Hey, reviving an old thread here, because some form of the never-applied mail-receiver patch did eventually make it into revision control, and as things bitrot over time, my patched container stopped working at some point.
I blew away my mail-receiver container, set up a fresh container and API key, and I have incoming mail working on my Discourse instance again…but the system seems to be backscattering rejected mail like it’s 2017 again.
Sure enough, these rejection replies both came back to my inbox, even though the BadDestinationAddress one should have been rejected at the SMTP level before being sent on to Discourse for further processing and a reply email. If a spammer hits this server with a bogus email address, this would generate backscatter.
Talking directly to the SMTP server, I can see it doesn’t make any attempt to reject bogus emails.

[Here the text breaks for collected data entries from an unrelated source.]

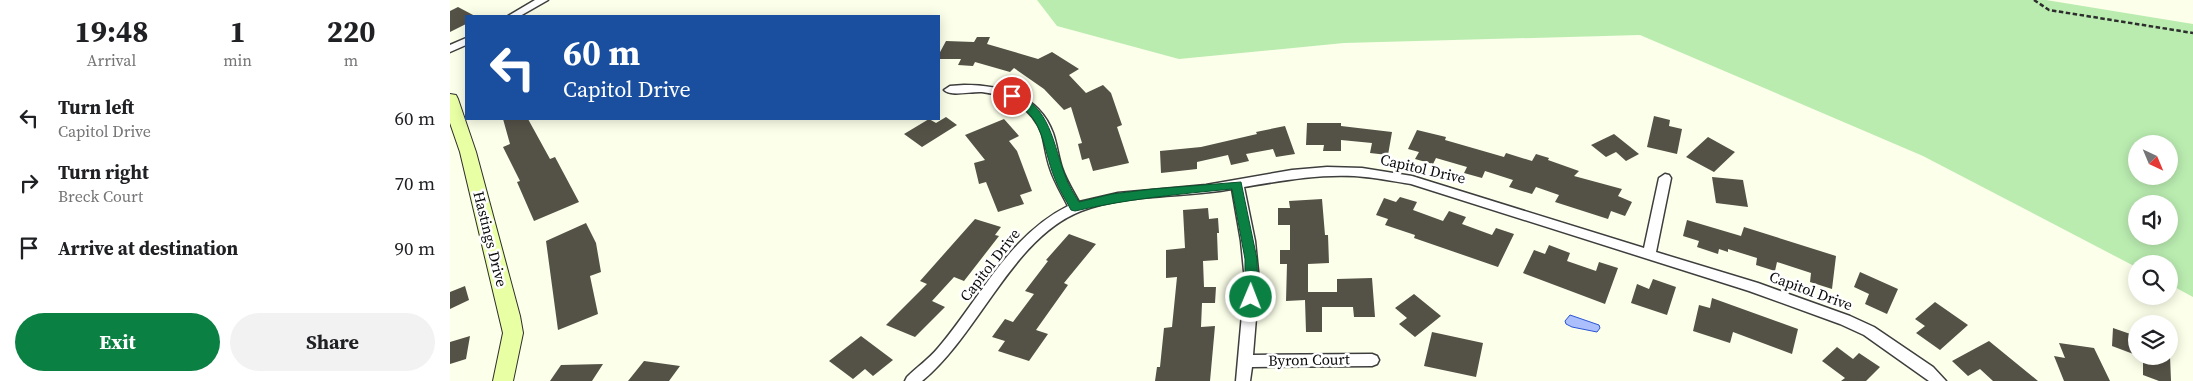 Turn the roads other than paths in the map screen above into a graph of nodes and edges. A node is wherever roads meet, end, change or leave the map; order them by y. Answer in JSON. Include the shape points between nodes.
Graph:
{"nodes":[{"id":1,"x":543,"y":0,"type":"edge"},
{"id":2,"x":515,"y":15,"type":"edge"},
{"id":3,"x":465,"y":40,"type":"edge"},
{"id":4,"x":450,"y":48,"type":"edge"},
{"id":5,"x":950,"y":90,"type":"dead end"},
{"id":6,"x":450,"y":99,"type":"edge"},
{"id":7,"x":1665,"y":178,"type":"dead end"},
{"id":8,"x":1237,"y":185,"type":"junction"},
{"id":9,"x":1075,"y":207,"type":"junction"},
{"id":10,"x":1648,"y":254,"type":"junction"},
{"id":11,"x":1372,"y":360,"type":"dead end"},
{"id":12,"x":1246,"y":361,"type":"junction"},
{"id":13,"x":503,"y":381,"type":"edge"},
{"id":14,"x":912,"y":381,"type":"edge"},
{"id":15,"x":1243,"y":381,"type":"edge"},
{"id":16,"x":1939,"y":381,"type":"edge"}],
"edges":[{"from":1,"to":2,"type":"street"},
{"from":3,"to":4,"type":"street"},
{"from":5,"to":9,"type":"street","via":[[987,87],[1002,91],[1038,114],[1047,132],[1060,179]]},
{"from":6,"to":13,"type":"street","name":"Hastings Drive","via":[[468,152],[510,316],[512,333]]},
{"from":7,"to":10,"type":"street"},
{"from":8,"to":9,"type":"street","name":"Capitol Drive","via":[[1112,198]]},
{"from":8,"to":10,"type":"street","name":"Capitol Drive","via":[[1292,175],[1344,171],[1376,173],[1456,192]]},
{"from":8,"to":12,"type":"street","via":[[1252,281]]},
{"from":9,"to":14,"type":"street","name":"Capitol Drive","via":[[1037,232],[1015,256],[941,355]]},
{"from":10,"to":16,"type":"street","name":"Capitol Drive","via":[[1845,320],[1876,336]]},
{"from":11,"to":12,"type":"street","name":"Byron Court"},
{"from":12,"to":15,"type":"street"}]} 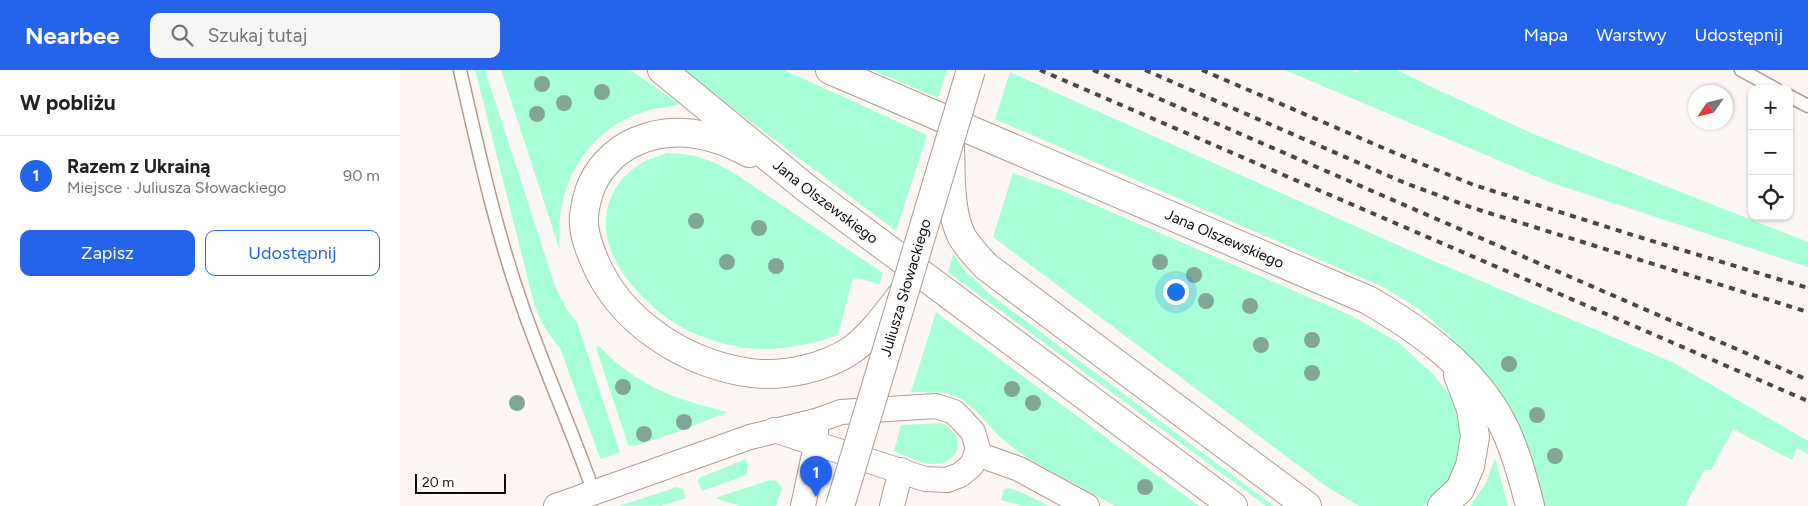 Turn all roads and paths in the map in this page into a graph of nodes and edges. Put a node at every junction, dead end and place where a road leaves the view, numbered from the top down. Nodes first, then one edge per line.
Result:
1 (460, 70) edge
2 (662, 70) edge
3 (830, 70) edge
4 (971, 70) edge
5 (1741, 70) edge
6 (1769, 85) edge
7 (1793, 98) edge
8 (1808, 106) edge
9 (950, 143) junction
10 (806, 188) junction
11 (903, 293) junction
12 (1452, 360) junction
13 (816, 421) junction
14 (774, 430) junction
15 (816, 444) junction
16 (976, 454) junction
17 (901, 470) junction
18 (594, 493) junction
19 (556, 506) edge
20 (803, 506) edge
21 (840, 506) edge
22 (892, 506) edge
23 (1087, 506) edge
24 (1234, 506) edge
25 (1307, 506) edge
26 (1442, 506) edge
27 (1530, 506) edge

1 - 18 lane
2 - 10 main road, Jana Olszewskiego
3 - 12 main road, Jana Olszewskiego
4 - 9 main road, Juliusza Słowackiego, bridge
5 - 6 lane
7 - 8 lane
9 - 11 main road, Juliusza Słowackiego, bridge
9 - 25 main road
10 - 11 main road
10 - 24 main road, Jana Olszewskiego
11 - 21 main road, Juliusza Słowackiego, bridge
12 - 26 main road
12 - 27 main road, Jana Olszewskiego
13 - 14 street
13 - 15 street
13 - 16 street
14 - 15 street
14 - 18 street
15 - 17 street
15 - 20 street
16 - 17 street
16 - 23 street
17 - 22 street
18 - 19 street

root@discourse:/var/discourse# telnet localhost 25
Trying 127.0.0.1...
Connected to localhost.
Escape character is '^]'.
220 ESMTP server
HELO sdfsdfsdf
250 discourse-mail-receiver.localdomain
MAIL FROM: sdfsdf@example.com
250 2.1.0 Ok
RCPT TO: sdfsdfsdf@discourse.libsdl.org
250 2.1.5 Ok
…all this to say: I can see the default mail-receiver image has a fast-rejection script hooked up, but it doesn’t seem to be rejecting things…?
/etc/postfix/master.cf:
policy unix - n n - - spawn user=nobody
argv=/usr/local/bin/discourse-smtp-fast-rejection
/etc/postfix/main.cf:
smtpd_recipient_restrictions = check_policy_service unix:private/policy
Is there something I need to tweak to make this work, or is there some way to dig deeper into why it isn’t working? Is it working for other people?
Thanks!